■ **What you are asked to do**: Each line below needs to be restated word for word.

■ **Information**:
--- START ---

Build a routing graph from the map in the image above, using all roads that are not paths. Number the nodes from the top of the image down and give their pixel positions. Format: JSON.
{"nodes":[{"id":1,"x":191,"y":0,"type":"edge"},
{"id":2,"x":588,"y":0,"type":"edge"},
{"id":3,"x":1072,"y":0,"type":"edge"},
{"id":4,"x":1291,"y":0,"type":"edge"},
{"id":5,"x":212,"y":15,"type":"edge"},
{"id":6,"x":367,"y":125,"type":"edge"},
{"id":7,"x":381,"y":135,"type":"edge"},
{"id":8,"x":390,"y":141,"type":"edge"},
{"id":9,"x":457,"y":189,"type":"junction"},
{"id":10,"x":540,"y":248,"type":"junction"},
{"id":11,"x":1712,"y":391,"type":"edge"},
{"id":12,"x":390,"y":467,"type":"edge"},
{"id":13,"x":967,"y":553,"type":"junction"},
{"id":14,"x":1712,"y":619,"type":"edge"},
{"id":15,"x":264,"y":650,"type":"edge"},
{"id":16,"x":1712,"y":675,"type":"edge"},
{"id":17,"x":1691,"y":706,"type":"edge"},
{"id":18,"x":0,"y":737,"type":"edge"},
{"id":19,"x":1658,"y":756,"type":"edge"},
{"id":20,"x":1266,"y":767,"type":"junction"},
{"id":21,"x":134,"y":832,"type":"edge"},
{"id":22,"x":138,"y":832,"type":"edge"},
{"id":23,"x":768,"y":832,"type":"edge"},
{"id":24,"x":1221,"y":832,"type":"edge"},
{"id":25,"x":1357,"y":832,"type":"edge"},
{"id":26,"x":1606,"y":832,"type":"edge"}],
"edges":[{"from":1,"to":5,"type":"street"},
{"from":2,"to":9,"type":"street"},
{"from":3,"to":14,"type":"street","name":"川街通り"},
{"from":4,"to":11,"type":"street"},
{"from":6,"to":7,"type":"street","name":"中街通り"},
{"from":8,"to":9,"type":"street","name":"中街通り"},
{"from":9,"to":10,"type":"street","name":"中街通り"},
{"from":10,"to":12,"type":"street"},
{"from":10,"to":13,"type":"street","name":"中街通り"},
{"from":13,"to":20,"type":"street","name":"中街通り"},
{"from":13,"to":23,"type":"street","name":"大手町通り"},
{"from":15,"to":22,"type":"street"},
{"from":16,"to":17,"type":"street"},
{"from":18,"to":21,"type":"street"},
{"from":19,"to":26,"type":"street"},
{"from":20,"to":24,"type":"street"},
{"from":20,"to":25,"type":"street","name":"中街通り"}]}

--- END ---

■ **Output for this exercise**:
Build a routing graph from the map in the image above, using all roads that are not paths. Number the nodes from the top of the image down and give their pixel positions. Format: JSON.
{"nodes":[{"id":1,"x":191,"y":0,"type":"edge"},
{"id":2,"x":588,"y":0,"type":"edge"},
{"id":3,"x":1072,"y":0,"type":"edge"},
{"id":4,"x":1291,"y":0,"type":"edge"},
{"id":5,"x":212,"y":15,"type":"edge"},
{"id":6,"x":367,"y":125,"type":"edge"},
{"id":7,"x":381,"y":135,"type":"edge"},
{"id":8,"x":390,"y":141,"type":"edge"},
{"id":9,"x":457,"y":189,"type":"junction"},
{"id":10,"x":540,"y":248,"type":"junction"},
{"id":11,"x":1712,"y":391,"type":"edge"},
{"id":12,"x":390,"y":467,"type":"edge"},
{"id":13,"x":967,"y":553,"type":"junction"},
{"id":14,"x":1712,"y":619,"type":"edge"},
{"id":15,"x":264,"y":650,"type":"edge"},
{"id":16,"x":1712,"y":675,"type":"edge"},
{"id":17,"x":1691,"y":706,"type":"edge"},
{"id":18,"x":0,"y":737,"type":"edge"},
{"id":19,"x":1658,"y":756,"type":"edge"},
{"id":20,"x":1266,"y":767,"type":"junction"},
{"id":21,"x":134,"y":832,"type":"edge"},
{"id":22,"x":138,"y":832,"type":"edge"},
{"id":23,"x":768,"y":832,"type":"edge"},
{"id":24,"x":1221,"y":832,"type":"edge"},
{"id":25,"x":1357,"y":832,"type":"edge"},
{"id":26,"x":1606,"y":832,"type":"edge"}],
"edges":[{"from":1,"to":5,"type":"street"},
{"from":2,"to":9,"type":"street"},
{"from":3,"to":14,"type":"street","name":"川街通り"},
{"from":4,"to":11,"type":"street"},
{"from":6,"to":7,"type":"street","name":"中街通り"},
{"from":8,"to":9,"type":"street","name":"中街通り"},
{"from":9,"to":10,"type":"street","name":"中街通り"},
{"from":10,"to":12,"type":"street"},
{"from":10,"to":13,"type":"street","name":"中街通り"},
{"from":13,"to":20,"type":"street","name":"中街通り"},
{"from":13,"to":23,"type":"street","name":"大手町通り"},
{"from":15,"to":22,"type":"street"},
{"from":16,"to":17,"type":"street"},
{"from":18,"to":21,"type":"street"},
{"from":19,"to":26,"type":"street"},
{"from":20,"to":24,"type":"street"},
{"from":20,"to":25,"type":"street","name":"中街通り"}]}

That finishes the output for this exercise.